Below are the records; copy every line in them that holds the string "yChannelSelector".
══ WORKING DATA ══
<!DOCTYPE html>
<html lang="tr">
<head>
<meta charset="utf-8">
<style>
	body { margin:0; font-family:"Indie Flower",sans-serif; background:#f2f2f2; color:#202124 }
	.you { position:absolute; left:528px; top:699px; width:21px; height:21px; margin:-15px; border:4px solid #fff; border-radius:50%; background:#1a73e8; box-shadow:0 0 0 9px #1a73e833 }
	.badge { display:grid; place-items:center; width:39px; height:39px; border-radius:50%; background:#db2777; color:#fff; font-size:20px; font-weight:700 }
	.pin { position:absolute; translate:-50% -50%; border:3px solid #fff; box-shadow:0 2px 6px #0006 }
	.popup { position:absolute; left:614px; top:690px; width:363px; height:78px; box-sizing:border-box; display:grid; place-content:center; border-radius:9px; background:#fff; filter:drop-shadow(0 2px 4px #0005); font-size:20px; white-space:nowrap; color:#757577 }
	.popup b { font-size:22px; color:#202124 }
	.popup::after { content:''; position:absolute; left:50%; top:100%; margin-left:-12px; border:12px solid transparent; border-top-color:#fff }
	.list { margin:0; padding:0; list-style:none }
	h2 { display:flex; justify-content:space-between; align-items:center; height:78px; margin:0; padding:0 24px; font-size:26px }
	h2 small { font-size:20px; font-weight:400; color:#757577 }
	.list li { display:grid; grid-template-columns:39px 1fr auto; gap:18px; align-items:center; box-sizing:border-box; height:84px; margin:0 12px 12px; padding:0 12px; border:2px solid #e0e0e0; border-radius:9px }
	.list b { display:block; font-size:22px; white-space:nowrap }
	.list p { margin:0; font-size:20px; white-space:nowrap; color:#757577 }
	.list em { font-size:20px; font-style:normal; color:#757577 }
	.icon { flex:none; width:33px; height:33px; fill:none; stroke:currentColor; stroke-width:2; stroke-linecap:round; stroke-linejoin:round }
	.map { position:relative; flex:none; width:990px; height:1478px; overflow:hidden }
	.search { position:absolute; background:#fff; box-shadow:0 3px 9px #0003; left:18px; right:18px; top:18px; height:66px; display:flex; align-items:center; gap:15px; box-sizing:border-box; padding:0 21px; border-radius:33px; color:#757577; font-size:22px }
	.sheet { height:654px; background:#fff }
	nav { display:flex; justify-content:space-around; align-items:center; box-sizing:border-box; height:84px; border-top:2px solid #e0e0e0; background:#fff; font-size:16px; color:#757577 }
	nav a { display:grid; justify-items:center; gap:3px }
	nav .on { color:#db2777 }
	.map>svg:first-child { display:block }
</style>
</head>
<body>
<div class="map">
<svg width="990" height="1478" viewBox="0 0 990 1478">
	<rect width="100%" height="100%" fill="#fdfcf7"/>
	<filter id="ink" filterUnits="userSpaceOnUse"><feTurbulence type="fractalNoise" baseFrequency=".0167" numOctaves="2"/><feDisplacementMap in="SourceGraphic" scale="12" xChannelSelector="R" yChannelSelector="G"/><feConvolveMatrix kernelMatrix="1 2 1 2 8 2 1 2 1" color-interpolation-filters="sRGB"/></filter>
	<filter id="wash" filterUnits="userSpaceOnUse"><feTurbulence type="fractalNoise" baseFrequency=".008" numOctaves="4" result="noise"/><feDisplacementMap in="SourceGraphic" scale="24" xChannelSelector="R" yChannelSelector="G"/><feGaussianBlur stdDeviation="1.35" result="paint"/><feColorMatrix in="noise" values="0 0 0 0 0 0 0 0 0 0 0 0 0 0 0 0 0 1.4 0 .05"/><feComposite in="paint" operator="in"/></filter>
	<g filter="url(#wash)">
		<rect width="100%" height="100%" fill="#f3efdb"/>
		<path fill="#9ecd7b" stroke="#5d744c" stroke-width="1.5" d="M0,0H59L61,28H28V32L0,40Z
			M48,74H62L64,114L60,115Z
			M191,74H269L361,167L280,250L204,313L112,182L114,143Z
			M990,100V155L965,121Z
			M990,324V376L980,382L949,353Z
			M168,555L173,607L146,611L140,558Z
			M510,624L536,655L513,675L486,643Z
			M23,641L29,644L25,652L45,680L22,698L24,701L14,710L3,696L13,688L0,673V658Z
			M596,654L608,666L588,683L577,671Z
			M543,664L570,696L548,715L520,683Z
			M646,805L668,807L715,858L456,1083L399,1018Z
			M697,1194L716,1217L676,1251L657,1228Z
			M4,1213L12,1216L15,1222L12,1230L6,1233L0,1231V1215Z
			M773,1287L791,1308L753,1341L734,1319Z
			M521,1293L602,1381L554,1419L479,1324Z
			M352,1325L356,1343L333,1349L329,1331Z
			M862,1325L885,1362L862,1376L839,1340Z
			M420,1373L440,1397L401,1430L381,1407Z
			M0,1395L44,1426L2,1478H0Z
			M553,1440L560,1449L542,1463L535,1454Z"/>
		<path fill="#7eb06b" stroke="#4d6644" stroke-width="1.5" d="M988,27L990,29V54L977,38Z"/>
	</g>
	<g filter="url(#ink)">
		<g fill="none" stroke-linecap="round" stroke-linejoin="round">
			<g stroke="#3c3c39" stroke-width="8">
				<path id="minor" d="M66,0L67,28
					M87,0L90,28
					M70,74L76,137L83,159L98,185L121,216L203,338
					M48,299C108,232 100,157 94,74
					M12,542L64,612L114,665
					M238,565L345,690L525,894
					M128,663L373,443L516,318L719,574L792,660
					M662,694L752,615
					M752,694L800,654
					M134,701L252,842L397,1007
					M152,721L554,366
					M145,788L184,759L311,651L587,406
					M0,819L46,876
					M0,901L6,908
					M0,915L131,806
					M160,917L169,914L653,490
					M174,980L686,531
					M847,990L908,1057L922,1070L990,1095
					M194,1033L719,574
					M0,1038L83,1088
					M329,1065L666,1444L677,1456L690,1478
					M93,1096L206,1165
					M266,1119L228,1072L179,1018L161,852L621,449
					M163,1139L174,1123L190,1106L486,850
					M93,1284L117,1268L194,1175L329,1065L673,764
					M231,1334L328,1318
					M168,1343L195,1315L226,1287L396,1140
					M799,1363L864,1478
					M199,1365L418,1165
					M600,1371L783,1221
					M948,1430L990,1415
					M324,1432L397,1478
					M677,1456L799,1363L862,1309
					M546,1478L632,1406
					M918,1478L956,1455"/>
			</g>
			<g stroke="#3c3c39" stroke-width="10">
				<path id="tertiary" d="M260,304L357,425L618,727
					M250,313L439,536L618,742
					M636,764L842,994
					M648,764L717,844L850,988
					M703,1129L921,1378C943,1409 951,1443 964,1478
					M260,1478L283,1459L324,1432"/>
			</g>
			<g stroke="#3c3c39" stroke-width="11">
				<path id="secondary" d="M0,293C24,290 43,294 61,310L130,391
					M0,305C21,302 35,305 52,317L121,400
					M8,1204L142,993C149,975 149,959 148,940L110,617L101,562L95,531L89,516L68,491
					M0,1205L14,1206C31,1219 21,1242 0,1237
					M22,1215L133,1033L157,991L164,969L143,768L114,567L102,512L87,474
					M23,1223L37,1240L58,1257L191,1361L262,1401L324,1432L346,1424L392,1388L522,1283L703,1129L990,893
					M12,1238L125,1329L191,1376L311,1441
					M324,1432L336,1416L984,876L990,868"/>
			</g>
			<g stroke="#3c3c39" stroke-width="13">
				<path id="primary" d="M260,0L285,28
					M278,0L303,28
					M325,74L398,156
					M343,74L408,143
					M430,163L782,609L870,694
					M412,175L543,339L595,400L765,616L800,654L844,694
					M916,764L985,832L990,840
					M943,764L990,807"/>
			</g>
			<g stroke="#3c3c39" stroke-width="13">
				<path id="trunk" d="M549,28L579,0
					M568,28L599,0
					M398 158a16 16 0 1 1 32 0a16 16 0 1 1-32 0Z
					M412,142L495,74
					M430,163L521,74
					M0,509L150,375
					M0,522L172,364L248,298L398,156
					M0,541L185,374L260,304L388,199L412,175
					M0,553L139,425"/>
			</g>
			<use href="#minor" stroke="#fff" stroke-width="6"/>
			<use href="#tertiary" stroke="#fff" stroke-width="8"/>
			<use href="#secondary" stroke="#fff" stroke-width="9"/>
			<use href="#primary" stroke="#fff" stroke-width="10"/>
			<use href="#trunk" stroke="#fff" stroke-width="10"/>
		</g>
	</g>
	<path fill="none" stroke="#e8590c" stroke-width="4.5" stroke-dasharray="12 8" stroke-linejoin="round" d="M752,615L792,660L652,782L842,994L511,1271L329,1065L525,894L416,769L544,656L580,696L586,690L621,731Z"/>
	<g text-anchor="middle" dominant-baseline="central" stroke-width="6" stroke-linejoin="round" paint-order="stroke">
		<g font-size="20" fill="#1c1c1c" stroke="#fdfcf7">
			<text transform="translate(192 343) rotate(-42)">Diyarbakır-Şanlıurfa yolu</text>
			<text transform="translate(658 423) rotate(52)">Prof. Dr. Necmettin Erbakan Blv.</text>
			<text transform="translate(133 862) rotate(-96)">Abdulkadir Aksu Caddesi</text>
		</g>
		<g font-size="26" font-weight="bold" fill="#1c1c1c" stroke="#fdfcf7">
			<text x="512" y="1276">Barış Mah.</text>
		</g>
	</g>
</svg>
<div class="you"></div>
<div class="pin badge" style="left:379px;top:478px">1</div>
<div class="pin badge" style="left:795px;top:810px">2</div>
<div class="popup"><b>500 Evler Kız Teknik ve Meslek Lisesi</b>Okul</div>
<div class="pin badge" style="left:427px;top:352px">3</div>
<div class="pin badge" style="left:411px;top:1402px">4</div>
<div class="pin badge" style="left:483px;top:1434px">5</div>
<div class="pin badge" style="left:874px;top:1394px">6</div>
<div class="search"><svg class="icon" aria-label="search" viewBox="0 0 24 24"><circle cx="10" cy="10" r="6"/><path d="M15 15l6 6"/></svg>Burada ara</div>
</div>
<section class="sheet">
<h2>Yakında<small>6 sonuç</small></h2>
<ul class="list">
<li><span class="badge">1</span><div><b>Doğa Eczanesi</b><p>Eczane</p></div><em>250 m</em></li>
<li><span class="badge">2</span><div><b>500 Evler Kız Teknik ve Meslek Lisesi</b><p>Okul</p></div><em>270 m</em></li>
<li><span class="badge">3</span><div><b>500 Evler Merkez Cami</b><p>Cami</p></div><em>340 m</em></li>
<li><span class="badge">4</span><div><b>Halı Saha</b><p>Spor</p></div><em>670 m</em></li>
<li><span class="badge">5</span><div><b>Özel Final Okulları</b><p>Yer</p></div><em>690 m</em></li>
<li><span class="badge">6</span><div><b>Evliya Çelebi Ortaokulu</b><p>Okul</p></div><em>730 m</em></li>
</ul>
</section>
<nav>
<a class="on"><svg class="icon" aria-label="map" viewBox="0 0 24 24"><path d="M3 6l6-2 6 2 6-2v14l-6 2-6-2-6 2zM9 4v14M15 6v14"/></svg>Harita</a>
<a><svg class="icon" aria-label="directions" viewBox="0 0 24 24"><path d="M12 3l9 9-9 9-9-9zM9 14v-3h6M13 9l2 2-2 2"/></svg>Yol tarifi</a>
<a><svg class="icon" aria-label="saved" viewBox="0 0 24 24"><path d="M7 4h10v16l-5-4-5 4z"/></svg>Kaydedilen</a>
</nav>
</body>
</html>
═══
» **RESPONSE BOX**:
	<filter id="ink" filterUnits="userSpaceOnUse"><feTurbulence type="fractalNoise" baseFrequency=".0167" numOctaves="2"/><feDisplacementMap in="SourceGraphic" scale="12" xChannelSelector="R" yChannelSelector="G"/><feConvolveMatrix kernelMatrix="1 2 1 2 8 2 1 2 1" color-interpolation-filters="sRGB"/></filter>
	<filter id="wash" filterUnits="userSpaceOnUse"><feTurbulence type="fractalNoise" baseFrequency=".008" numOctaves="4" result="noise"/><feDisplacementMap in="SourceGraphic" scale="24" xChannelSelector="R" yChannelSelector="G"/><feGaussianBlur stdDeviation="1.35" result="paint"/><feColorMatrix in="noise" values="0 0 0 0 0 0 0 0 0 0 0 0 0 0 0 0 0 1.4 0 .05"/><feComposite in="paint" operator="in"/></filter>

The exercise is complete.